4. Rating agencies (such as Moody’s, Standard & Poor’s, and Dun & Bradstreet),
to assign credit ratings.
5. Major customers and suppliers, to evaluate the financial strength and
staying power of the company as a dependable resource for their business.
6. Labor unions, to gauge how much of a pay increase a company is able to
afford in upcoming labor negotiations.
7. Boards of directors, to review the performance of management.
8. Management, to assess its own performance.
9. Corporate raiders, to seek hidden value in companies with underpriced
stock.
10. Competitors, to benchmark their own financial results.

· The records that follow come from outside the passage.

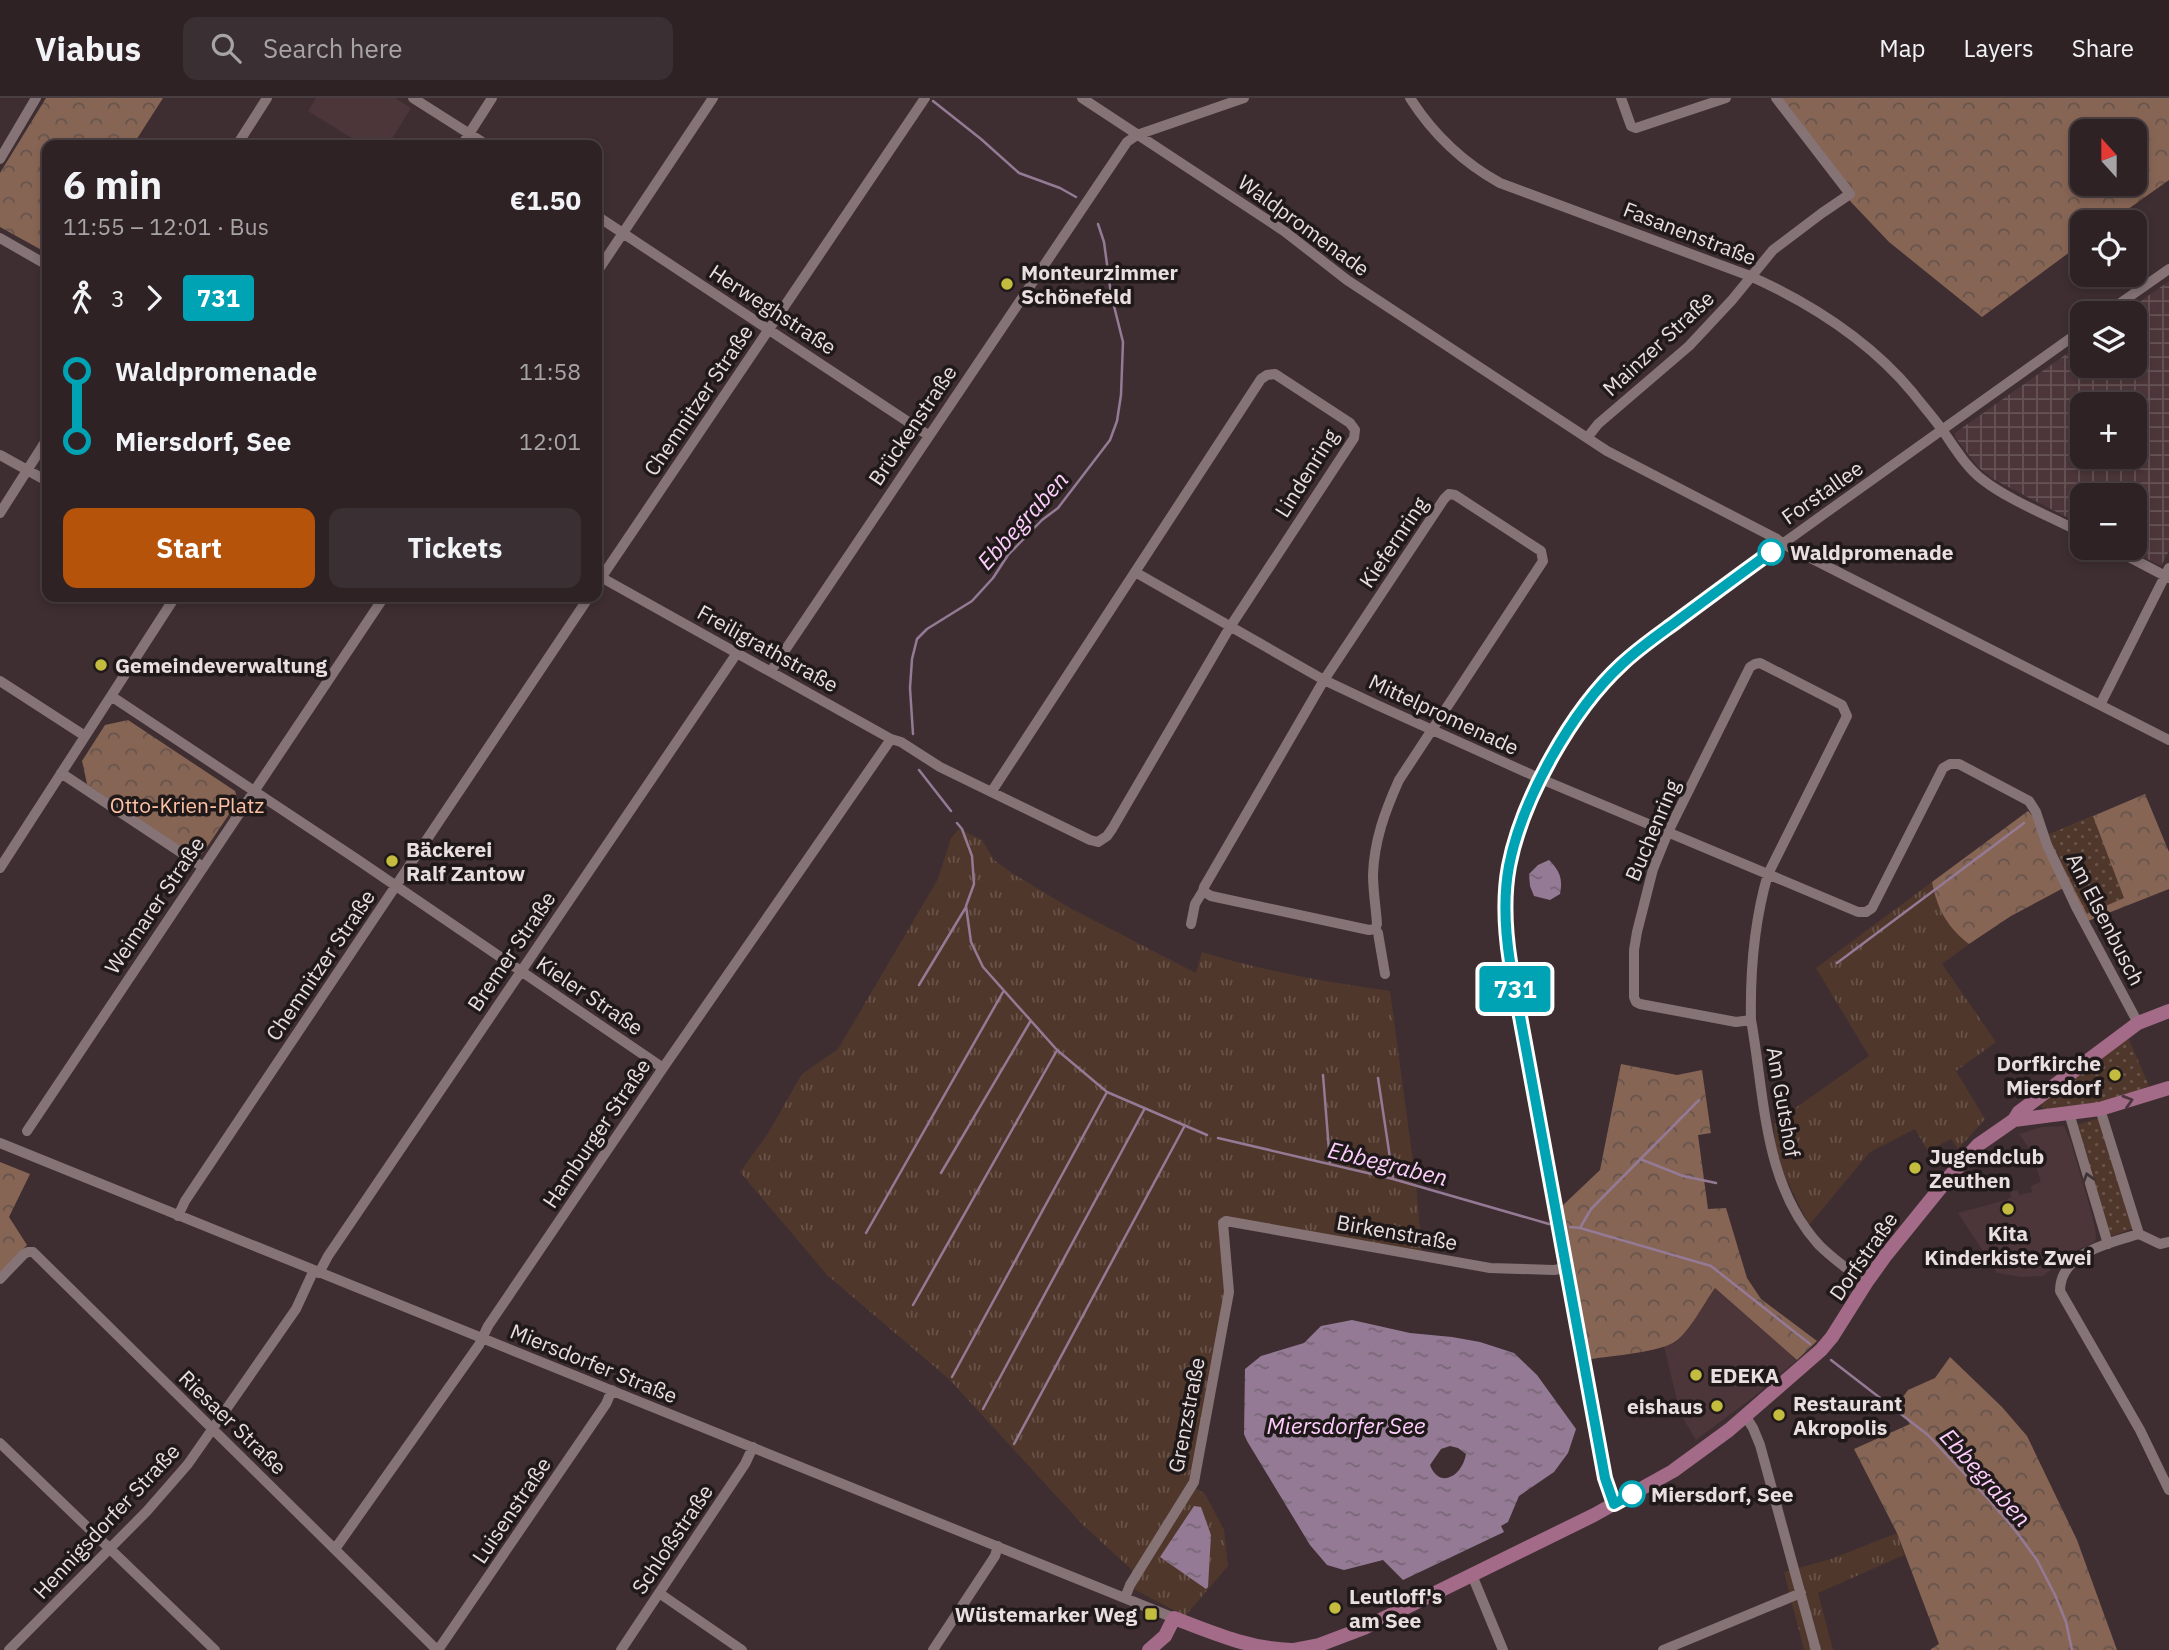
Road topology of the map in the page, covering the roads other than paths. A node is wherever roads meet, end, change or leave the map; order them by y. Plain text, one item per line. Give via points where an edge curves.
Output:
1 (36, 98) edge
2 (267, 98) edge
3 (413, 98) edge
4 (492, 98) edge
5 (713, 98) edge
6 (925, 98) edge
7 (1082, 98) edge
8 (1244, 98) edge
9 (1410, 98) edge
10 (1621, 98) edge
11 (1726, 98) edge
12 (1776, 98) edge
13 (469, 134) junction
14 (1137, 135) junction
15 (240, 140) edge
16 (465, 140) edge
17 (479, 140) edge
18 (0, 159) edge
19 (602, 219) edge
20 (622, 233) junction
21 (0, 238) edge
22 (42, 262) edge
23 (602, 264) edge
24 (2169, 270) edge
25 (1750, 276) junction
26 (2124, 301) edge
27 (769, 328) junction
28 (2070, 339) edge
29 (1942, 430) junction
30 (928, 435) junction
31 (1587, 438) junction
32 (42, 447) edge
33 (0, 455) edge
34 (28, 470) junction
35 (42, 478) edge
36 (0, 513) edge
37 (2070, 527) edge
38 (1783, 544) junction
39 (2138, 560) edge
40 (1135, 572) junction
41 (602, 573) edge
42 (2168, 574) edge
43 (602, 581) edge
44 (172, 602) edge
45 (381, 602) edge
46 (586, 602) edge
47 (1230, 627) junction
48 (737, 653) junction
49 (771, 671) junction
50 (1324, 680) junction
51 (0, 681) edge
52 (111, 696) junction
53 (2100, 705) junction
54 (1431, 730) junction
55 (85, 736) junction
56 (891, 739) junction
57 (2169, 740) edge
58 (920, 755) joint
59 (61, 773) junction
60 (1541, 779) junction
61 (992, 791) junction
62 (255, 792) junction
63 (1668, 832) junction
64 (203, 867) junction
65 (0, 868) edge
66 (1768, 874) junction
67 (397, 886) junction
68 (1203, 891) junction
69 (1866, 912) joint
70 (1191, 924) dead end
71 (1375, 929) junction
72 (521, 971) junction
73 (1385, 974) dead end
74 (2169, 1012) edge
75 (1751, 1020) junction
76 (2138, 1023) junction
77 (663, 1068) junction
78 (2169, 1088) edge
79 (2101, 1109) junction
80 (2069, 1113) junction
81 (2014, 1120) junction
82 (27, 1130) dead end
83 (0, 1143) edge
84 (178, 1216) junction
85 (1223, 1223) joint
86 (2139, 1234) junction
87 (2169, 1242) edge
88 (2108, 1244) junction
89 (1566, 1268) junction
90 (316, 1272) junction
91 (0, 1279) edge
92 (1866, 1283) junction
93 (482, 1338) junction
94 (612, 1390) junction
95 (1746, 1417) junction
96 (213, 1430) junction
97 (0, 1443) edge
98 (753, 1447) junction
99 (2169, 1490) edge
100 (1614, 1504) junction
101 (998, 1546) junction
102 (110, 1548) junction
103 (335, 1549) junction
104 (1472, 1575) junction
105 (659, 1593) junction
106 (1801, 1593) junction
107 (1125, 1598) junction
108 (1174, 1618) junction
109 (9, 1650) edge
110 (215, 1650) edge
111 (438, 1650) edge
112 (621, 1650) edge
113 (742, 1650) edge
114 (933, 1650) edge
115 (1149, 1650) edge
116 (1292, 1650) edge
117 (1503, 1650) edge
118 (1663, 1650) edge
119 (1816, 1650) edge

1 - 18 street
2 - 15 street
3 - 13 street
4 - 13 street
5 - 20 street
6 - 27 street, Chemnitzer Straße
7 - 14 street, Waldpromenade
8 - 14 street
9 - 25 street, Fasanenstraße via 1447,145 1500,183
10 - 11 street via 1631,126 1636,128
12 - 25 street, Mainzer Straße via 1850,194 1773,250
13 - 16 street
13 - 17 street
14 - 30 street, Brückenstraße via 1127,142
14 - 31 street, Waldpromenade
19 - 20 street, Herweghstraße
20 - 23 street
20 - 27 street, Herweghstraße
21 - 22 street
24 - 26 street
25 - 29 street, Fasanenstraße via 1822,312 1853,335 1902,381
25 - 31 street, Mainzer Straße via 1689,346
27 - 30 street, Herweghstraße
27 - 41 street, Chemnitzer Straße
28 - 29 street, Forstallee
29 - 37 street, Fasanenstraße via 1983,480
29 - 38 street, Forstallee
30 - 49 street, Brückenstraße
31 - 38 street, Waldpromenade
32 - 34 street
33 - 34 street
34 - 35 street
34 - 36 street
38 - 53 street, Waldpromenade
38 - 60 street, Forstallee via 1622,664 1585,706
39 - 42 street
40 - 47 street, Mittelpromenade
40 - 47 street, Lindenring via 1261,379 1275,374 1350,423 1354,438
40 - 61 street, Lindenring
42 - 53 street
43 - 48 street, Freiligrathstraße
44 - 52 street
45 - 62 street, Weimarer Straße
46 - 67 street, Chemnitzer Straße
47 - 50 street, Mittelpromenade
47 - 61 street, Lindenring via 1107,836 1098,842 1090,840
48 - 49 street, Freiligrathstraße
48 - 72 street, Bremer Straße
49 - 56 street, Freiligrathstraße
50 - 54 street, Mittelpromenade
50 - 54 street, Kiefernring via 1444,499 1455,495 1541,551 1543,561
50 - 68 street, Kiefernring
51 - 55 street
52 - 55 street
52 - 62 street, Kieler Straße
53 - 57 street, Waldpromenade
54 - 60 street, Mittelpromenade
54 - 71 street, Kiefernring via 1398,780 1381,825 1373,874
55 - 59 street
56 - 58 street, Freiligrathstraße
56 - 77 street, Hamburger Straße
58 - 61 street, Lindenring
59 - 64 street
59 - 65 street
60 - 63 street, Mittelpromenade
60 - 89 street, Forstallee via 1510,864 1506,925
62 - 64 street, Weimarer Straße
62 - 67 street, Kieler Straße
63 - 66 street, Mittelpromenade
63 - 66 street, Buchenring via 1750,667 1760,663 1842,705 1847,716
63 - 75 street, Buchenring via 1637,932 1636,1002 1736,1022
64 - 82 street, Weimarer Straße
66 - 69 street, Mittelpromenade
66 - 75 street, Buchenring via 1752,950
67 - 72 street, Kieler Straße
67 - 84 street, Chemnitzer Straße
68 - 70 street, Kiefernring
68 - 71 street via 1271,910
69 - 76 street, Am Elsenbusch via 1943,768 1959,764 2029,801 2076,907
71 - 73 street, Kiefernring
72 - 77 street, Kieler Straße
72 - 90 street, Bremer Straße
74 - 76 main road, Dorfstraße
75 - 92 street, Am Gutshof via 1779,1178 1817,1242
76 - 81 main road, Dorfstraße
77 - 93 street, Hamburger Straße
79 -> 78 main road, Dorfstraße
79 - 80 main road, Dorfstraße
79 - 86 street
80 - 81 main road, Dorfstraße
88 -> 80 street
81 - 92 main road, Dorfstraße via 1963,1161
83 - 84 street, Miersdorfer Straße
84 - 90 street, Miersdorfer Straße
85 - 89 street, Birkenstraße via 1490,1268
85 - 107 street, Grenzstraße via 1229,1292 1194,1482
86 - 87 street via 2160,1244
86 - 88 street
88 - 99 street via 2073,1262 2064,1271 2060,1291
89 - 100 street, Forstallee via 1605,1478
90 - 93 street, Miersdorfer Straße
90 - 96 street, Hennigsdorfer Straße
91 - 96 street, Riesaer Straße via 24,1254 33,1252
92 - 95 main road, Dorfstraße via 1821,1350
93 - 94 street, Miersdorfer Straße
93 - 103 street, Hamburger Straße
94 - 98 street, Miersdorfer Straße
94 - 111 street, Luisenstraße via 607,1404
95 - 100 main road, Dorfstraße via 1673,1471
95 - 106 street via 1760,1445
96 - 102 street, Hennigsdorfer Straße via 164,1492
96 - 103 street, Riesaer Straße
97 - 102 street
98 - 101 street, Miersdorfer Straße
98 - 105 street, Schloßstraße
100 - 104 main road, Dorfstraße
101 - 107 street, Miersdorfer Straße
101 - 114 street
102 - 109 street, Hennigsdorfer Straße
102 - 110 street
103 - 111 street, Riesaer Straße
104 - 116 main road, Dorfstraße via 1349,1635
104 - 117 street
105 - 112 street, Schloßstraße
105 - 113 street
106 - 118 street
106 - 119 street
107 - 108 street, Miersdorfer Straße
108 - 115 main road via 1165,1636
108 - 116 main road, Dorfstraße via 1248,1645

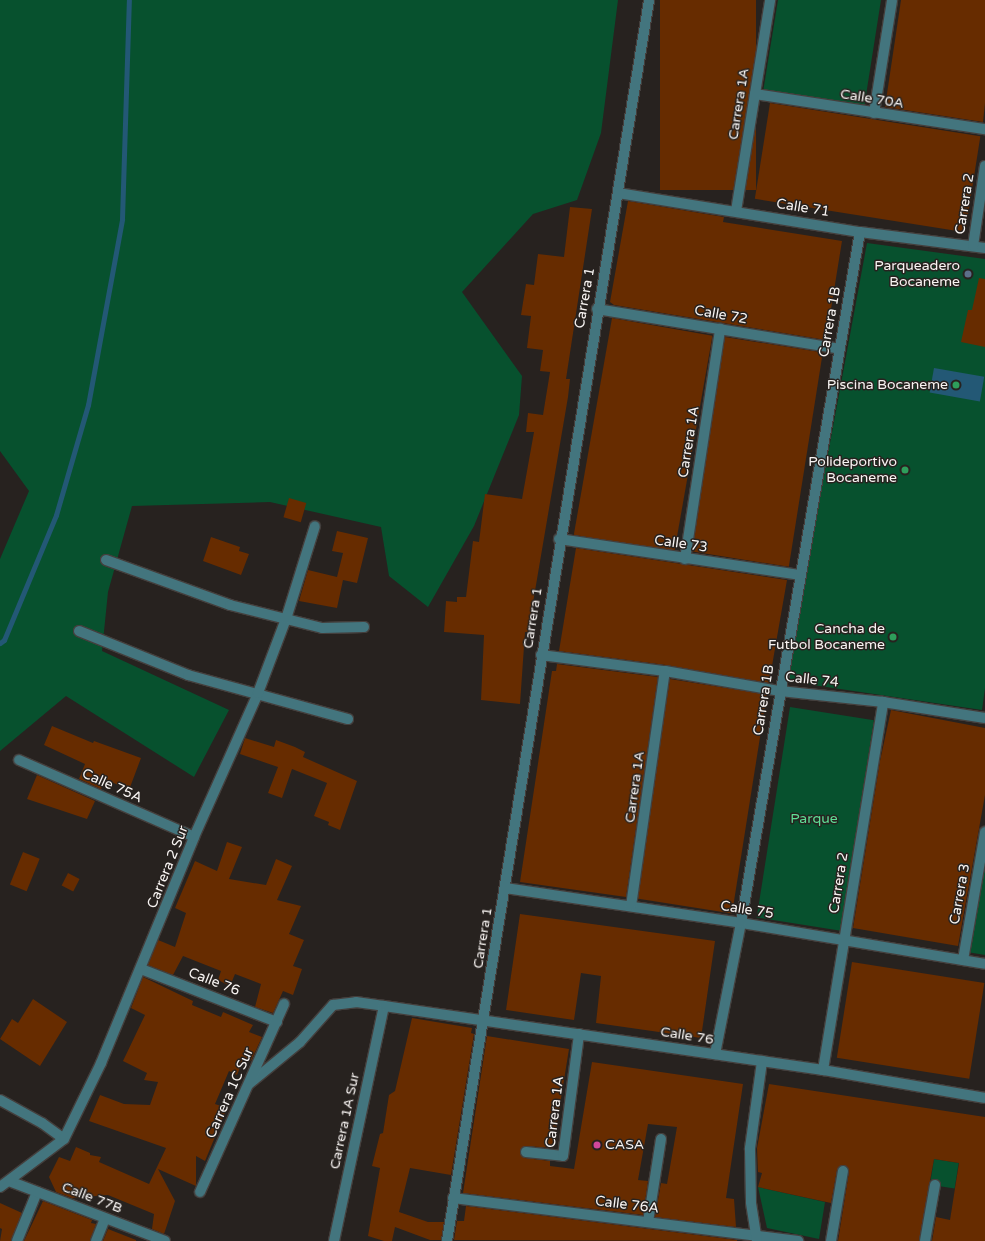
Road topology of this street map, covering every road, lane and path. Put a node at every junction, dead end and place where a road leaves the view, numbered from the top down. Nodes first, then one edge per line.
1 (649, 0) edge
2 (770, 0) edge
3 (892, 0) edge
4 (755, 94) junction
5 (874, 113) junction
6 (985, 129) edge
7 (985, 166) edge
8 (618, 193) junction
9 (736, 212) junction
10 (860, 232) junction
11 (973, 246) junction
12 (985, 248) edge
13 (597, 309) junction
14 (720, 329) junction
15 (840, 349) junction
16 (315, 526) dead end
17 (559, 539) junction
18 (685, 559) junction
19 (106, 560) dead end
20 (799, 575) junction
21 (286, 619) junction
22 (364, 627) dead end
23 (79, 631) dead end
24 (541, 655) junction
25 (665, 671) junction
26 (780, 691) junction
27 (258, 693) junction
28 (884, 702) junction
29 (985, 718) edge
30 (348, 719) dead end
31 (19, 760) dead end
32 (194, 837) junction
33 (984, 839) edge
34 (505, 888) junction
35 (631, 906) junction
36 (741, 923) junction
37 (844, 940) junction
38 (962, 960) junction
39 (985, 964) edge
40 (141, 969) junction
41 (284, 1004) dead end
42 (384, 1006) junction
43 (484, 1019) junction
44 (277, 1022) junction
45 (579, 1034) junction
46 (715, 1054) junction
47 (762, 1061) junction
48 (823, 1070) junction
49 (250, 1084) junction
50 (985, 1098) edge
51 (0, 1100) edge
52 (64, 1139) junction
53 (661, 1139) dead end
54 (526, 1152) dead end
55 (843, 1171) dead end
56 (4, 1184) edge
57 (935, 1185) dead end
58 (37, 1192) junction
59 (200, 1192) dead end
60 (453, 1198) junction
61 (105, 1219) junction
62 (648, 1222) junction
63 (757, 1238) edge
64 (17, 1241) edge
65 (96, 1241) edge
66 (165, 1241) edge
67 (334, 1241) edge
68 (446, 1241) edge
69 (798, 1241) edge
70 (831, 1241) edge
71 (925, 1241) edge

1 - 8 street, Carrera 1
2 - 4 street, Carrera 1A
3 - 5 street
4 - 5 street, Calle 70A
4 - 9 street, Carrera 1A
5 - 6 street, Calle 70A
7 - 11 street, Carrera 2
8 - 9 street, Calle 71
8 - 13 street, Carrera 1
9 - 10 street, Calle 71
10 - 11 street, Calle 71
10 - 15 street, Carrera 1B
11 - 12 street, Calle 71
13 - 14 street, Calle 72
13 - 17 street, Carrera 1
14 - 15 street, Calle 72
14 - 18 street, Carrera 1A
15 - 20 street, Carrera 1B
16 - 21 street, Carrera 2 Sur
17 - 18 street, Calle 73
17 - 24 street, Carrera 1
18 - 20 street, Calle 73
19 - 21 street
20 - 26 street, Carrera 1B
21 - 22 street
21 - 27 street, Carrera 2 Sur
23 - 27 street
24 - 25 street, Calle 74
24 - 34 street, Carrera 1
25 - 26 street, Calle 74
25 - 35 street, Carrera 1A
26 - 28 street, Calle 74
26 - 36 street, Carrera 1B
27 - 30 street
27 - 32 street, Carrera 2 Sur
28 - 29 street, Calle 74
28 - 37 street, Carrera 2
31 - 32 street, Calle 75A
32 - 40 street, Carrera 2 Sur
33 - 38 street, Carrera 3
34 - 35 street, Calle 75
34 - 43 street, Carrera 1
35 - 36 street, Calle 75
36 - 37 street, Calle 75
36 - 46 street, Carrera 1B
37 - 38 street, Calle 75
37 - 48 street, Carrera 2
38 - 39 street, Calle 75
40 - 44 street, Calle 76
40 - 52 street, Carrera 2 Sur
41 - 44 street, Carrera 1C Sur
42 - 43 street, Calle 76
42 - 49 street, Calle 76
42 - 67 street, Carrera 1A Sur
43 - 45 street, Calle 76
43 - 60 street, Carrera 1
44 - 49 street, Carrera 1C Sur
45 - 46 street, Calle 76
45 - 54 street, Carrera 1A
46 - 47 street, Calle 76
47 - 48 street, Calle 76
47 - 63 street
48 - 50 street, Calle 76
49 - 59 street, Carrera 1C Sur
51 - 52 street
52 - 56 street, Carrera 2 Sur
53 - 62 street
55 - 70 street
56 - 58 street, Calle 77B
57 - 71 street
58 - 61 street, Calle 77B
58 - 64 street
60 - 62 street, Calle 76A
60 - 68 street, Carrera 1
61 - 65 street
61 - 66 street, Calle 77B
62 - 63 street, Calle 76A
63 - 69 street, Calle 76A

11. Potential competitors, to assess how profitable it may be to enter an
industry.
12. Government agencies responsible for taxing, regulating, or investigating
the company.
13. Politicians, lobbyists, issue groups, consumer advocates, environmentalists,
think tanks, foundations, media reporters, and others who are supporting
or opposing any particular public issue the company’s actions
affect.
14. Actual or potential joint venture partners, franchisors or franchisees, and
other business interests who need to know about the company and its financial
situation.
This brief list shows how many people and institutions use financial statements
for a large variety of business purposes and suggests how essential the ability to
understand and analyze financial statements is to success in the business world.